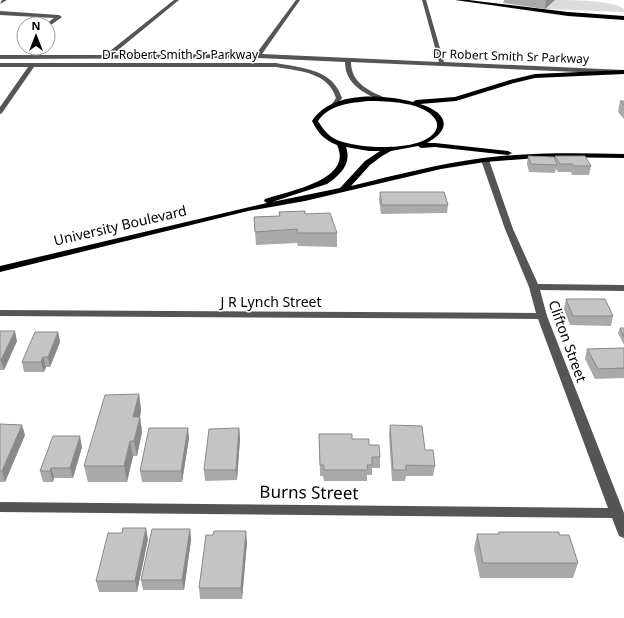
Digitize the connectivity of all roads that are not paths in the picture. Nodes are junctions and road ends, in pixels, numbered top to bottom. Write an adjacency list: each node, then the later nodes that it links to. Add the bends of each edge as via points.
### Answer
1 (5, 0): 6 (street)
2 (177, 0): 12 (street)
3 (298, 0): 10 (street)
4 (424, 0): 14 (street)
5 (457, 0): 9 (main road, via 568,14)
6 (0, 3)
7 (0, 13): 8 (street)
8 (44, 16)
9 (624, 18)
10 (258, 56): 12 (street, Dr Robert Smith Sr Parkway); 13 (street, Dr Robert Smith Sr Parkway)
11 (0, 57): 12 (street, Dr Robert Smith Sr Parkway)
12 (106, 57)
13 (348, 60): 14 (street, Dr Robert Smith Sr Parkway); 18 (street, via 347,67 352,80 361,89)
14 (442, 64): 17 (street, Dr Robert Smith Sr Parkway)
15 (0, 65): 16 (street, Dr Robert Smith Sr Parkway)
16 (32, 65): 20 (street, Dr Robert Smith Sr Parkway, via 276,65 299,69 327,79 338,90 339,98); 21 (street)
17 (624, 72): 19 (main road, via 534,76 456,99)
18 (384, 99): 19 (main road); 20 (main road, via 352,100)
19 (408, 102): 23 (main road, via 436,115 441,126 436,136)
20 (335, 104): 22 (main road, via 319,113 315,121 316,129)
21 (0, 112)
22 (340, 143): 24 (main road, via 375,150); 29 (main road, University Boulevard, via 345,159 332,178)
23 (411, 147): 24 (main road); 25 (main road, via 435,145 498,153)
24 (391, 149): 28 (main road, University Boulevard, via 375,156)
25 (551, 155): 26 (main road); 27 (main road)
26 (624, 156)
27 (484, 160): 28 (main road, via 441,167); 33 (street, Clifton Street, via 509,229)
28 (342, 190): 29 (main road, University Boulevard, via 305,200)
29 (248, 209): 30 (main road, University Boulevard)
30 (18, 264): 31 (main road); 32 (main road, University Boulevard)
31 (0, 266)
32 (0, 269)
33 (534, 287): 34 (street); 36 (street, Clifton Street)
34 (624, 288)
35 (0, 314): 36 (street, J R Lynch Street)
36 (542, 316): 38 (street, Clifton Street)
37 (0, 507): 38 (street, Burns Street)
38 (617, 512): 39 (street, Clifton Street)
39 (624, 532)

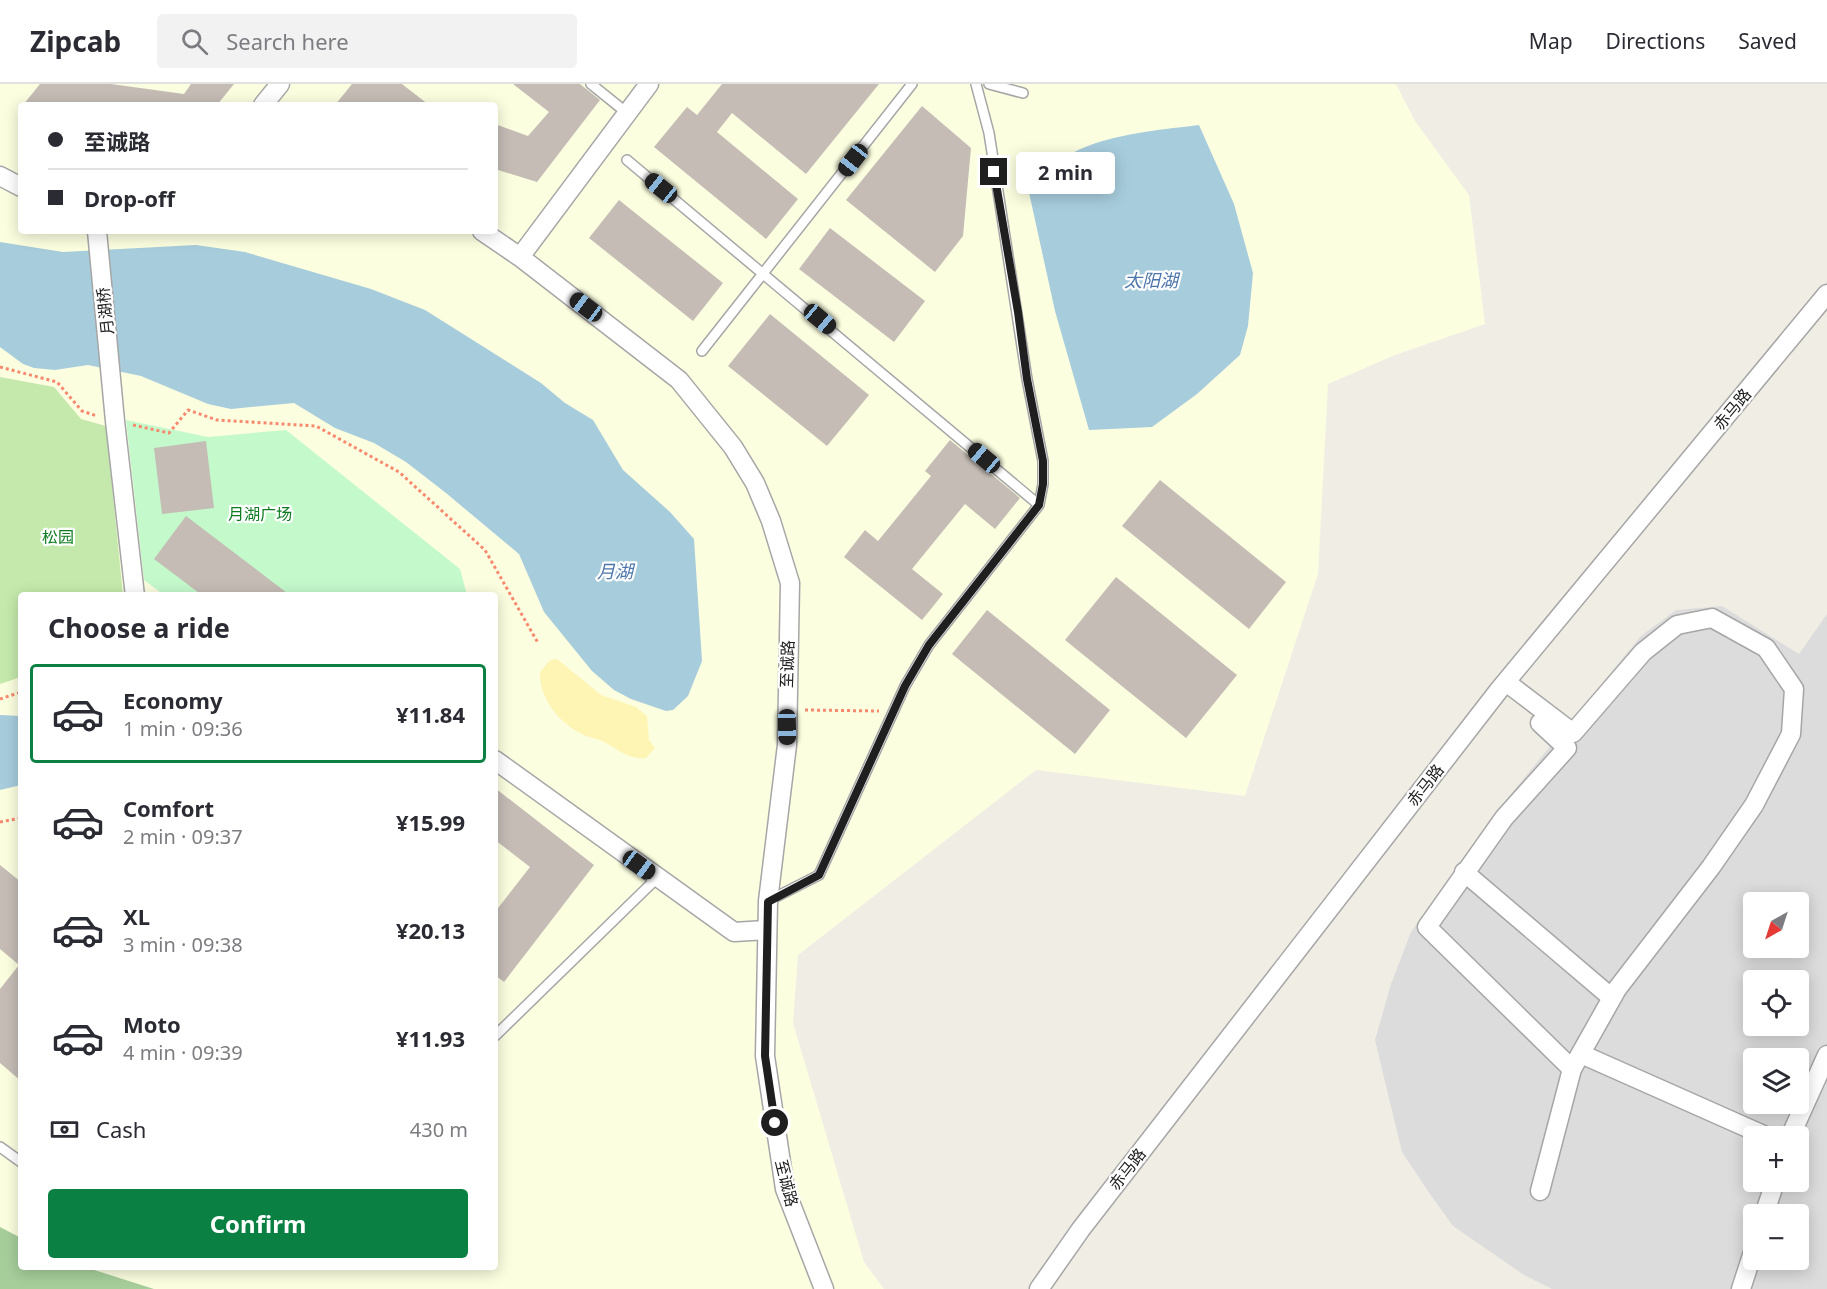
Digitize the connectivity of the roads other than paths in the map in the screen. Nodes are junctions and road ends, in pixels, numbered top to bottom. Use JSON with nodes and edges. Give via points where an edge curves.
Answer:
══════
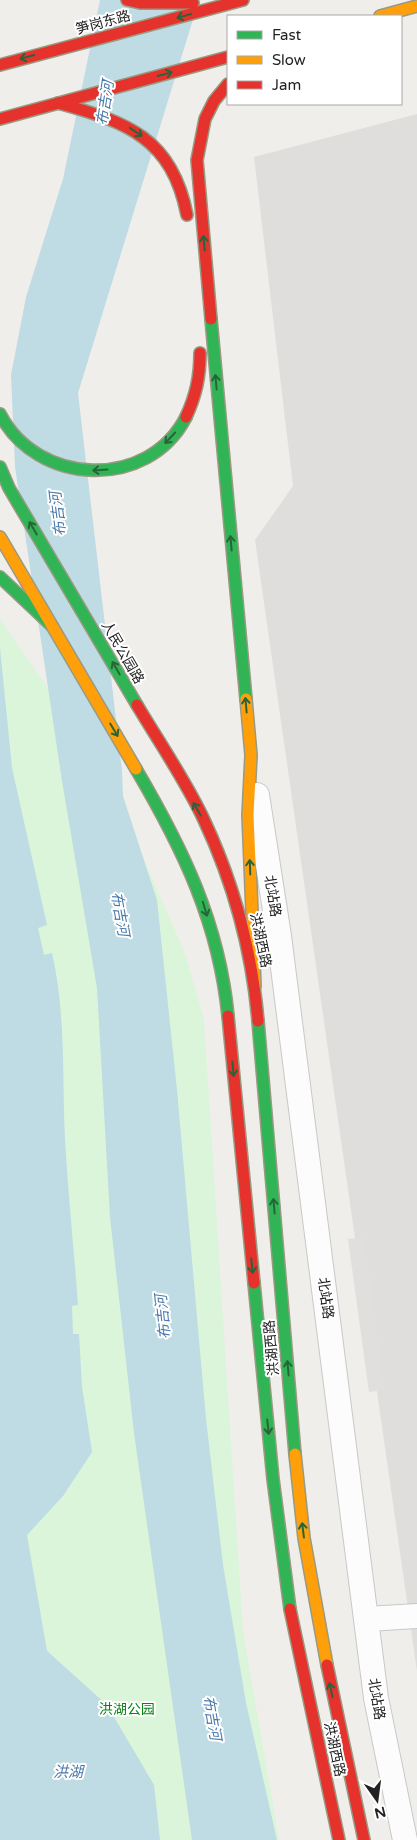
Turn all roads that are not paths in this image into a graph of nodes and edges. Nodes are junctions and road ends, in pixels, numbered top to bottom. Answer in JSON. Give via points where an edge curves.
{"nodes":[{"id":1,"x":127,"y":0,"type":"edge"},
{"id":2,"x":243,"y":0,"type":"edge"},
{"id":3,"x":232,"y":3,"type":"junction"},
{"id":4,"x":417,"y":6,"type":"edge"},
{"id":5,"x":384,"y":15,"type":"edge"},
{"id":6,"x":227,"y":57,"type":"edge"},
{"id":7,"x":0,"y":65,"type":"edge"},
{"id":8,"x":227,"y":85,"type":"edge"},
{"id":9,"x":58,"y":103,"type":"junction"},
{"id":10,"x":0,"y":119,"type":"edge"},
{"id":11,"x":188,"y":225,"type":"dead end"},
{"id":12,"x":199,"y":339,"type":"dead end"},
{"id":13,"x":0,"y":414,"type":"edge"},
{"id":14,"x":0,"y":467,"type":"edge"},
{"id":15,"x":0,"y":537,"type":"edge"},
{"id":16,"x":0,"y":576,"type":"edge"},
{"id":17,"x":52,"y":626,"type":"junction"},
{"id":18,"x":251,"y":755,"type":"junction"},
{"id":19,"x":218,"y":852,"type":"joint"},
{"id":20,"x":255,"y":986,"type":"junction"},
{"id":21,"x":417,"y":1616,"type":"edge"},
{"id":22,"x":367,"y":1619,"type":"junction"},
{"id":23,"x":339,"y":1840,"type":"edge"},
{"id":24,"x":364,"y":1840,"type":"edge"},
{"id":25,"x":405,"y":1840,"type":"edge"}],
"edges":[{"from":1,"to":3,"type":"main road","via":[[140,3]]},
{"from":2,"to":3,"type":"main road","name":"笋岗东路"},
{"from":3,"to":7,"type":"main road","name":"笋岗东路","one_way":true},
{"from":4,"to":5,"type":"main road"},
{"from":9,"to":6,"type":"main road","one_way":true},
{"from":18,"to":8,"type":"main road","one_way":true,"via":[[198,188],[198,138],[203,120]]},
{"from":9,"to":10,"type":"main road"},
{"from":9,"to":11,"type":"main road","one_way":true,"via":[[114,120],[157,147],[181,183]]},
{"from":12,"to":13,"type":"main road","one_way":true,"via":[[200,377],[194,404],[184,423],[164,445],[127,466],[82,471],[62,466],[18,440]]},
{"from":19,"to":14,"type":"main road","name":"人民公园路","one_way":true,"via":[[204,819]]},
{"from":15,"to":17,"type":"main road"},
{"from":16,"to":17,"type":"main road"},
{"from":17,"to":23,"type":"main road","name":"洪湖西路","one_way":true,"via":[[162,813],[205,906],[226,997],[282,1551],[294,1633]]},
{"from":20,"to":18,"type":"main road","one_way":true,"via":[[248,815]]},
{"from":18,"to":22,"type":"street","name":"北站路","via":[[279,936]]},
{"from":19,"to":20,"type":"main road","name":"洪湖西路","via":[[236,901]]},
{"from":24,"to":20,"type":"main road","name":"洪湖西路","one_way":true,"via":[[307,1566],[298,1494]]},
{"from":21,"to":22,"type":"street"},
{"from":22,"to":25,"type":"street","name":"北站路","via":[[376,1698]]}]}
══════
# Exercise prompt:
Scan the material above for the word "connectivity", and copy every line in which it is found.

# Expected answer:
Digitize the connectivity of all roads that are not paths in the picture. Nodes are junctions and road ends, in pixels, numbered top to bottom. Write an adjacency list: each node, then the later nodes that it links to. Add the bends of each edge as via points.
Digitize the connectivity of the roads other than paths in the map in the screen. Nodes are junctions and road ends, in pixels, numbered top to bottom. Use JSON with nodes and edges. Give via points where an edge curves.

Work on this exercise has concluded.